Man who changed Indian politics forever dies: Shah Bano's husband

Shah Bano
Mohammad Ahmad Khan, the husband of the legendary Shahbano died in Indore this week. Khan was 94.

Khan, a lawyer, had given divorce to his 62-year-old wife Shah Bano in 1978 after she had given birth to five children from him.

Shahbano went to the court seeking maintenance and fought up to the Supreme Court that also ruled in her favour. But the turbulent decade of 1980s brought Muslims on the streets.

It was in the backdrop of the Shilanyas and Hindus saw it as another minority appeasement when Rajiv Gandhi-led Congress brought an amendment and enacted the Muslim Women [Protection of Rights] Act.

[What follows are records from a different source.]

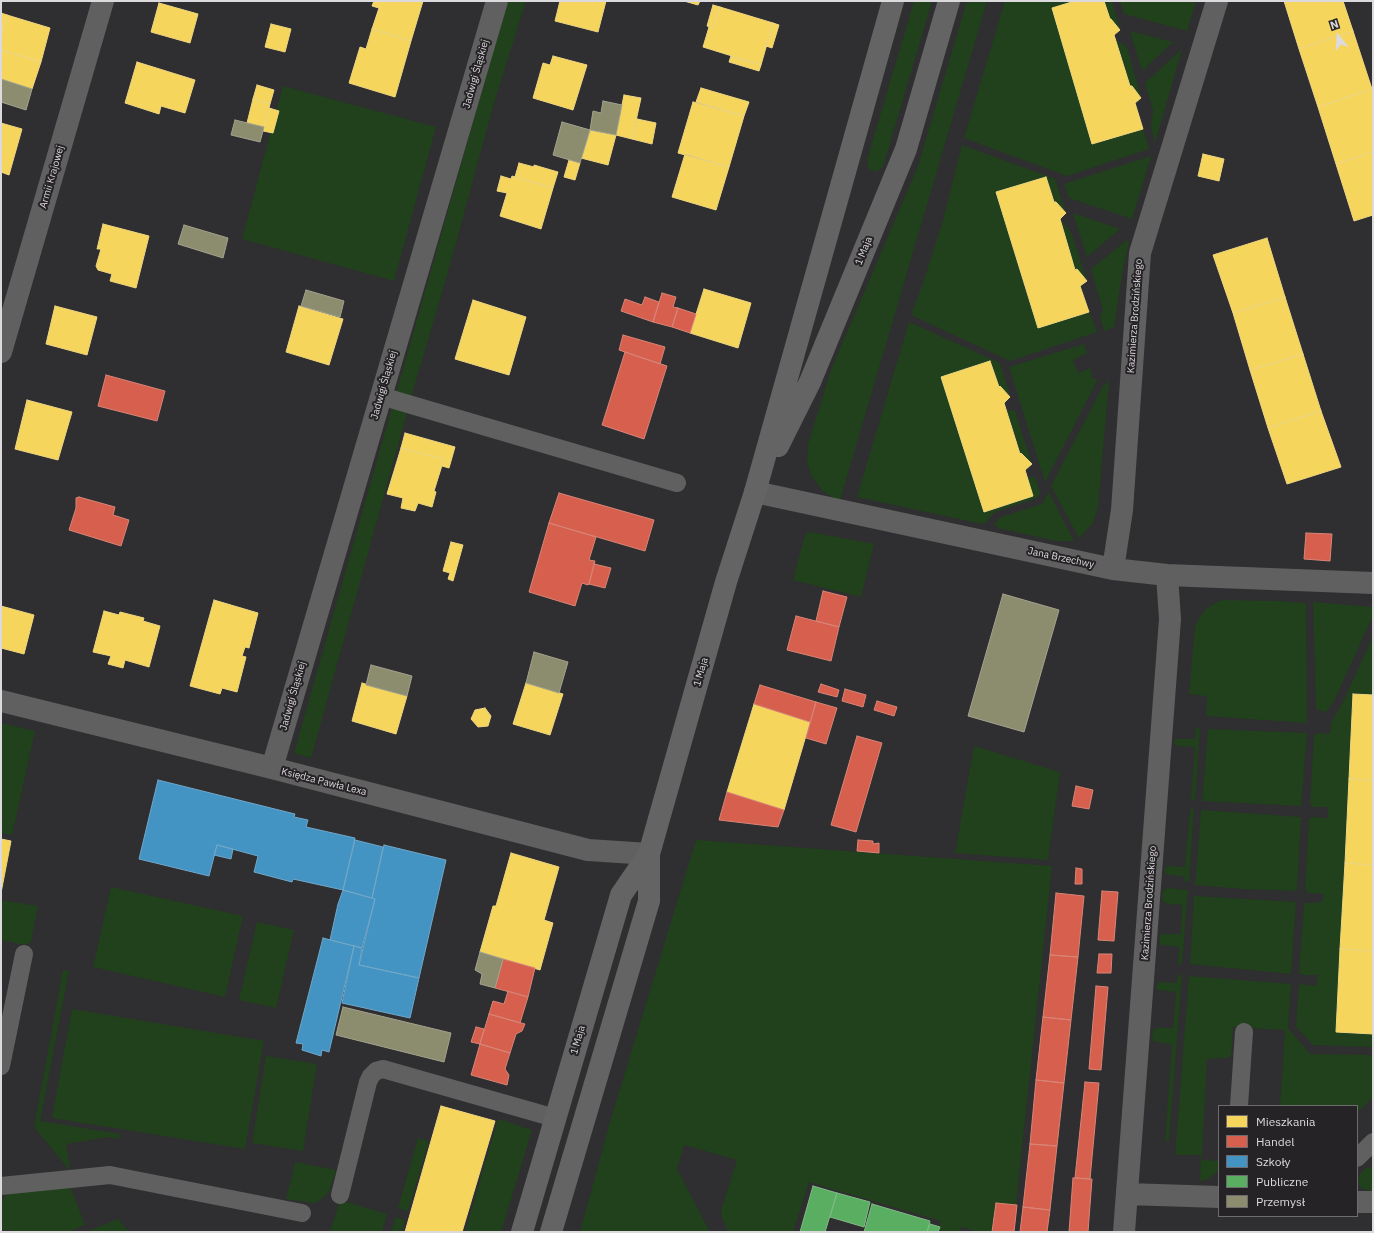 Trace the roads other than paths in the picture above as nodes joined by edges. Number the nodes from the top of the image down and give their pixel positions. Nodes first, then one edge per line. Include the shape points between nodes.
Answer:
1 (103, 1) edge
2 (497, 1) edge
3 (893, 1) edge
4 (949, 1) edge
5 (1217, 1) edge
6 (1, 352) edge
7 (381, 396) junction
8 (677, 482) dead end
9 (755, 492) junction
10 (1113, 569) junction
11 (1167, 575) junction
12 (1373, 583) edge
13 (1, 702) edge
14 (272, 768) junction
15 (649, 854) junction
16 (24, 954) dead end
17 (1244, 1032) dead end
18 (1, 1066) edge
19 (1239, 1105) edge
20 (555, 1118) junction
21 (1373, 1142) edge
22 (1358, 1157) edge
23 (1, 1186) edge
24 (1127, 1194) junction
25 (340, 1195) dead end
26 (1218, 1197) edge
27 (1358, 1202) edge
28 (1373, 1202) edge
29 (302, 1213) dead end
30 (522, 1232) edge
31 (551, 1232) edge
32 (1124, 1232) edge

1 - 6 street, Armii Krajowej
2 - 7 street, Jadwigi Śląskiej
3 - 9 main road, 1 Maja
4 - 9 main road, 1 Maja via 906,149 810,382
5 - 10 street, Kazimierza Brodzińskiego via 1140,253 1122,510
7 - 8 lane
7 - 14 street, Jadwigi Śląskiej
9 - 10 street, Jana Brzechwy
9 - 15 main road, 1 Maja via 726,582
10 - 11 street, Jana Brzechwy
11 - 12 street, Jana Brzechwy
11 - 24 street, Kazimierza Brodzińskiego via 1170,619
13 - 14 street, Księdza Pawła Lexa
14 - 15 street, Księdza Pawła Lexa via 588,850
15 - 20 main road, 1 Maja via 620,895
15 - 31 main road, 1 Maja via 649,901
16 - 18 lane
17 - 19 lane
20 - 25 lane via 383,1069 376,1071 368,1082
20 - 30 main road, 1 Maja
21 - 22 lane
23 - 29 lane via 110,1175
24 - 26 street
24 - 32 street, Kazimierza Brodzińskiego
27 - 28 street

From here, came the word 'appeasement' or 'tushtikaran'. The word was coined by right-wing to prove that in case of Muslims, even court's judgement is overturned, while Hindus don't get a fair deal despite being the majority community.

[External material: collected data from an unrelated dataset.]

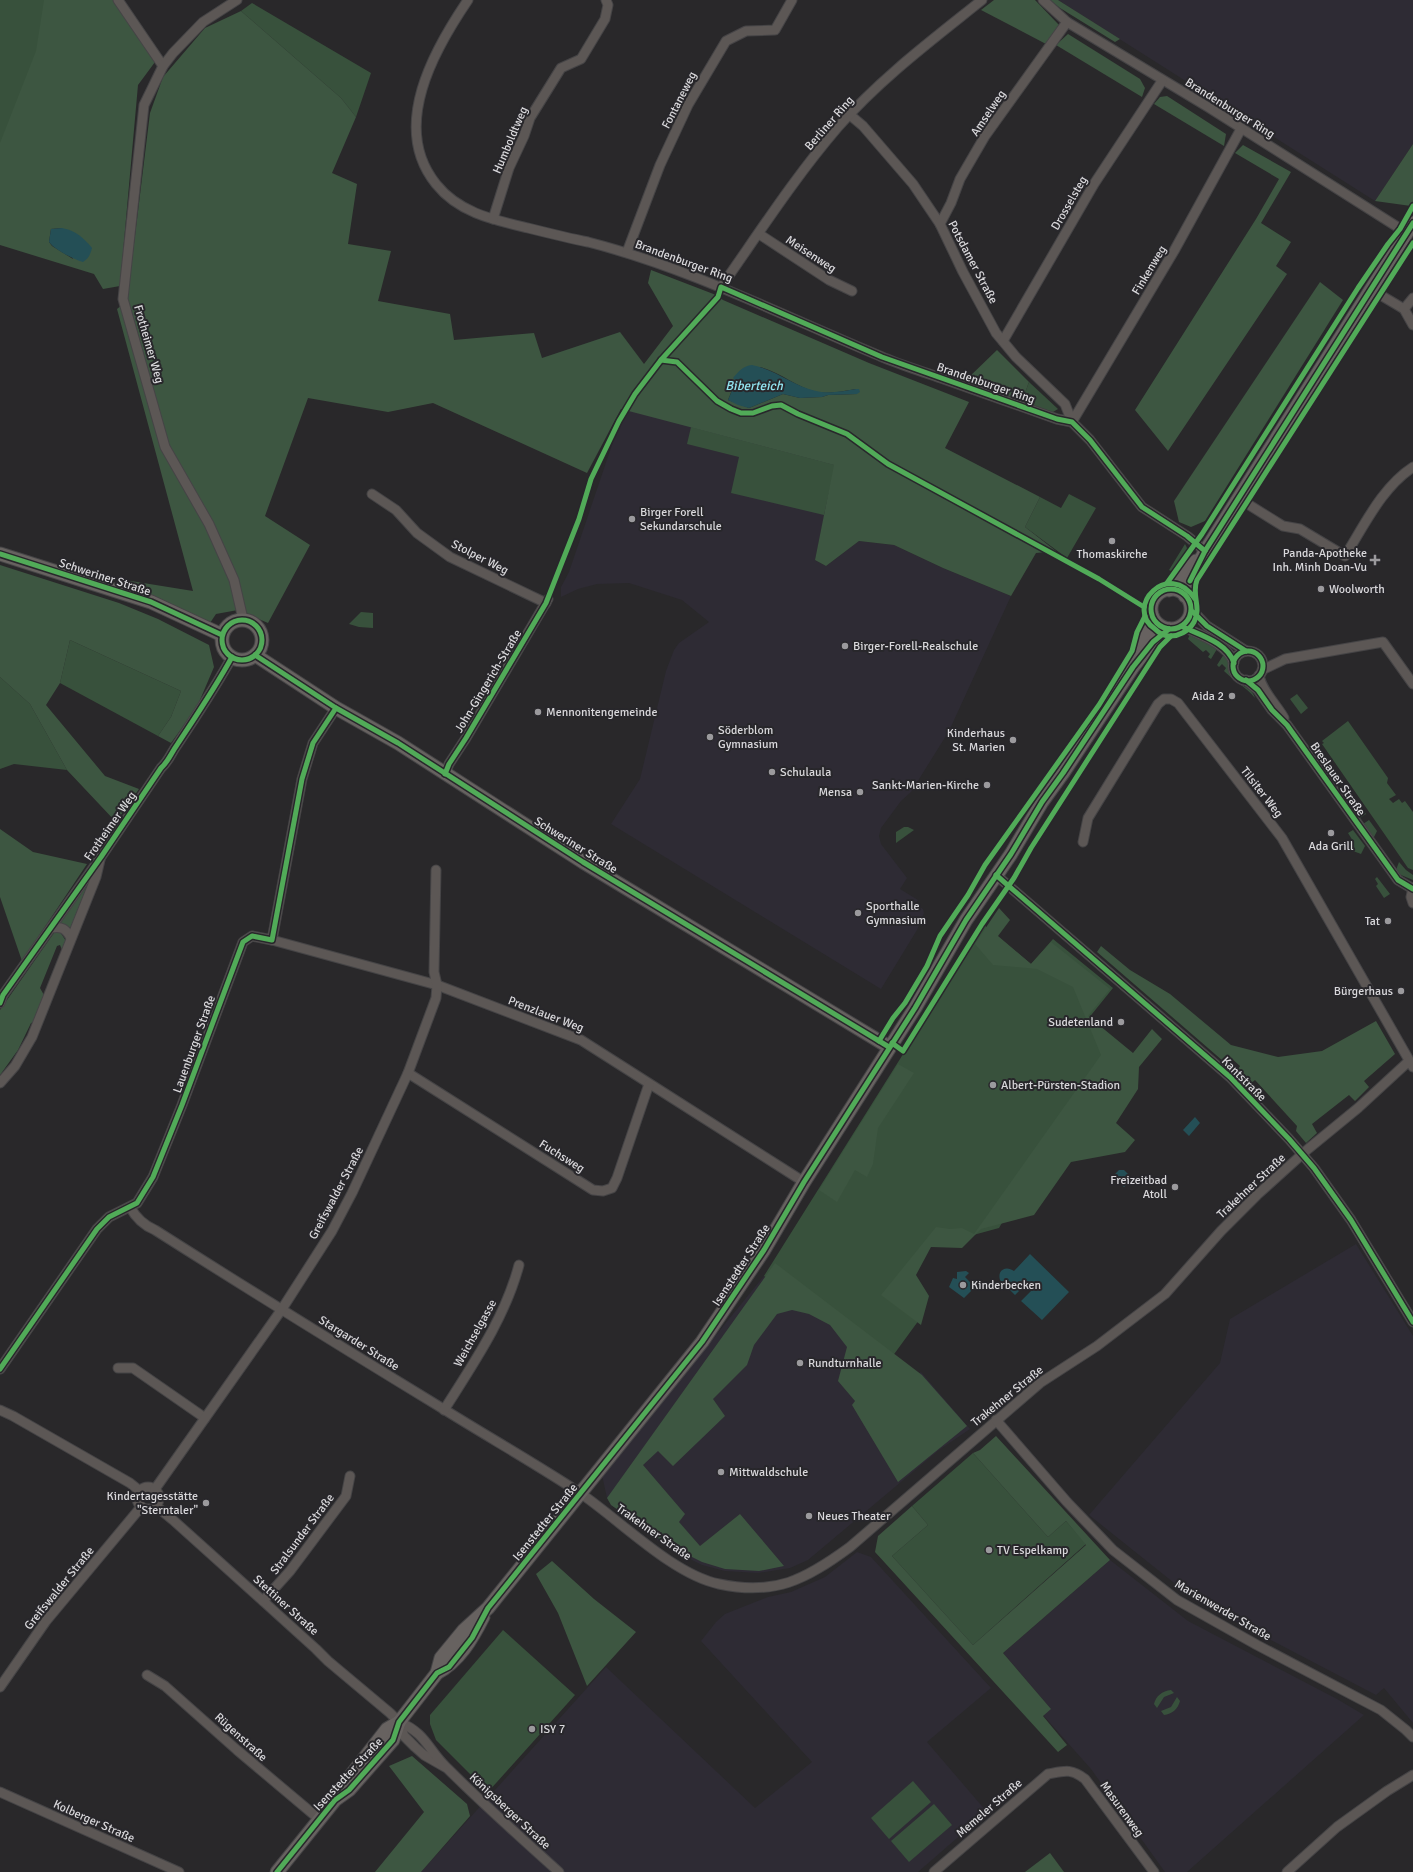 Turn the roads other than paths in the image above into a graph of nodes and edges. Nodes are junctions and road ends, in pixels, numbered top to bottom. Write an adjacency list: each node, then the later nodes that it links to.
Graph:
1 (118, 0): 9 (street)
2 (237, 0): 9 (street, Frotheimer Weg)
3 (468, 0): 13 (street, Brandenburger Ring)
4 (606, 0): 13 (street, Humboldtweg)
5 (792, 0): 17 (street, Fontaneweg)
6 (982, 0): 11 (street, Berliner Ring)
7 (1043, 0): 8 (street, Brandenburger Ring)
8 (1066, 22): 10 (street, Brandenburger Ring); 14 (street, Amselweg)
9 (163, 66): 36 (street, Frotheimer Weg)
10 (1162, 81): 12 (street, Brandenburger Ring); 24 (street, Drosselsteg)
11 (850, 115): 14 (street, Potsdamer Straße); 16 (street, Berliner Ring)
12 (1241, 128): 15 (street, Brandenburger Ring); 25 (street, Finkenweg)
13 (493, 219): 17 (street, Brandenburger Ring)
14 (940, 224): 24 (street, Potsdamer Straße)
15 (1410, 228): 19 (street)
16 (759, 234): 18 (street, Berliner Ring); 20 (street, Meisenweg)
17 (627, 252): 18 (street, Brandenburger Ring)
18 (721, 287): 25 (street, Brandenburger Ring)
19 (1372, 290): 22 (street); 28 (street)
20 (852, 291)
21 (1413, 298): 22 (street)
22 (1404, 309): 23 (street)
23 (1413, 325)
24 (1003, 341): 25 (street, Potsdamer Straße)
25 (1072, 422): 29 (street)
26 (1413, 467): 28 (street)
27 (372, 494): 33 (street, Stolper Weg)
28 (1238, 498): 29 (street)
29 (1205, 551): 31 (street); 32 (street)
30 (0, 554): 38 (street, Schweriner Straße)
31 (1169, 590): 32 (street); 35 (street)
32 (1186, 596): 34 (street)
33 (547, 601): 51 (street, John-Gingerich-Straße)
34 (1191, 609): 37 (street); 39 (street)
35 (1152, 616): 37 (street); 45 (street, Isenstedter Straße)
36 (243, 619): 38 (street); 40 (street)
37 (1175, 628): 44 (street); 45 (street, Isenstedter Straße)
38 (222, 635): 41 (street)
39 (1246, 651): 42 (street); 44 (street)
40 (256, 655): 41 (street); 49 (street, Schweriner Straße)
41 (232, 657): 53 (street, Frotheimer Weg)
42 (1260, 657): 43 (street); 46 (street)
43 (1285, 659): 46 (street); 48 (street)
44 (1234, 663): 47 (street)
45 (1133, 667): 55 (street, Isenstedter Straße)
46 (1261, 673): 47 (street); 50 (street, Breslauer Straße)
47 (1246, 680): 50 (street, Breslauer Straße)
48 (1413, 684)
49 (336, 708): 51 (street, Schweriner Straße); 60 (street)
50 (1287, 725): 56 (street, Breslauer Straße)
51 (445, 774): 63 (street, Schweriner Straße)
52 (1083, 842): 64 (street, Tilsiter Weg)
53 (101, 857): 58 (street, Frotheimer Weg); 59 (street, Frotheimer Weg)
54 (436, 870): 61 (street, Greifswalder Straße)
55 (996, 875): 63 (street, Isenstedter Straße); 68 (street, Kantstraße)
56 (1413, 889): 57 (street, Breslauer Straße)
57 (1413, 903)
58 (51, 928): 59 (street); 62 (street, Frotheimer Weg)
59 (71, 938): 66 (street, Frotheimer Weg)
60 (272, 940): 61 (street, Prenzlauer Weg); 70 (street, Lauenburger Straße)
61 (436, 986): 65 (street, Greifswalder Straße); 67 (street, Prenzlauer Weg)
62 (0, 1003)
63 (889, 1047): 69 (street, Isenstedter Straße)
64 (1411, 1064): 68 (street, Trakehner Straße)
65 (408, 1073): 67 (street, Fuchsweg); 72 (street, Greifswalder Straße)
66 (0, 1083)
67 (649, 1084): 69 (street, Prenzlauer Weg)
68 (1303, 1154): 73 (street, Kantstraße); 79 (street, Trakehner Straße)
69 (804, 1182): 83 (street, Isenstedter Straße)
70 (130, 1207): 72 (street, Stargarder Straße); 75 (street, Lauenburger Straße)
71 (519, 1265): 77 (street, Weichselgasse)
72 (282, 1309): 77 (street, Stargarder Straße); 78 (street, Greifswalder Straße)
73 (1413, 1322)
74 (118, 1368): 78 (street)
75 (0, 1369)
76 (0, 1410): 82 (street)
77 (444, 1410): 83 (street, Stargarder Straße)
78 (205, 1418): 81 (street, Greifswalder Straße)
79 (996, 1420): 83 (street, Trakehner Straße); 90 (street, Marienwerder Straße)
80 (350, 1476): 86 (street, Stralsunder Straße)
81 (155, 1489): 82 (street); 84 (street)
82 (140, 1491): 85 (street)
83 (581, 1494): 89 (street, Isenstedter Straße)
84 (156, 1506): 85 (street); 86 (street, Stettiner Straße)
85 (141, 1507): 88 (street, Greifswalder Straße)
86 (263, 1601): 89 (street, Stettiner Straße)
87 (147, 1675): 94 (street, Rügenstraße)
88 (0, 1687)
89 (399, 1722): 94 (street, Isenstedter Straße); 97 (street, Königsberger Straße)
90 (1413, 1737)
91 (1064, 1771): 98 (street, Memeler Straße); 99 (street, Masurenweg)
92 (1413, 1775): 100 (street)
93 (0, 1792): 95 (street, Kolberger Straße)
94 (319, 1819): 96 (street, Isenstedter Straße)
95 (179, 1872)
96 (277, 1872)
97 (560, 1872)
98 (934, 1872)
99 (1154, 1872)
100 (1286, 1872)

The Shahbano case saw the birth of the fiery Syed Shahabuddin and several other leaders. He made several irresponsible comments and gave suc speeches that angered Hindus. Already middle-class was getting lumpenised.

LK Advani seized the opportunity. The rise in communal feelings led to the resurgence of BJP that increased its number from 2 seats to 86 in Parliament. This later caused the demolition of Babri Masjid. The heat is felt till today. Shahbano case was a watershed.

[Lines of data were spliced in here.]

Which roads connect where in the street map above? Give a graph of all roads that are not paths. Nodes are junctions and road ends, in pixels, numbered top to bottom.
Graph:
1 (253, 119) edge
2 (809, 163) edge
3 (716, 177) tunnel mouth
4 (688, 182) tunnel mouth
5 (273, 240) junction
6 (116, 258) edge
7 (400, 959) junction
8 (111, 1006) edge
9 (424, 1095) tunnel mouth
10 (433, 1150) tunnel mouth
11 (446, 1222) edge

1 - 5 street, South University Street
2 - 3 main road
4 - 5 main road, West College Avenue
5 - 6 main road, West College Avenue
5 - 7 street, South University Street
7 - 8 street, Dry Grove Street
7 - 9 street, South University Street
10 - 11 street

She died a couple of years back in Indore, lonely with almost no media attention. Her husband died now. Their eldest son is a senior lawyer now.


Diganta said...

I ask everyone the same question, are you for or against the Supreme court verdict?

Anonymous said...

He can either say yes or no. If favorable, would it mean all secular muslims think that way, otherwise, would it mean he is a fundamentalist!

Diganta said...

I am not interested in Yes/No. I want to know what's his logic behind NO. If he says it is NO because Islam says it NO, then I'll mark him as fundamentalist. If he comes up with some social perspective of the case and argues and tries to defend NO, I'll say that's the way EVERYONE should behave.

Diganta said...

It's not the answer that matters, it's the way of argument that matters. If you try to argue logically, you can't be a fundamentalist. That means you're not 'hardliner'.

indscribe said...

Come on. Of course, I am in favour of the Supreme Court verdict. No doubt about that.

Rohit said...

Diganta, you could have read the rest of Adnan's blog entries, and used them to make up your mind.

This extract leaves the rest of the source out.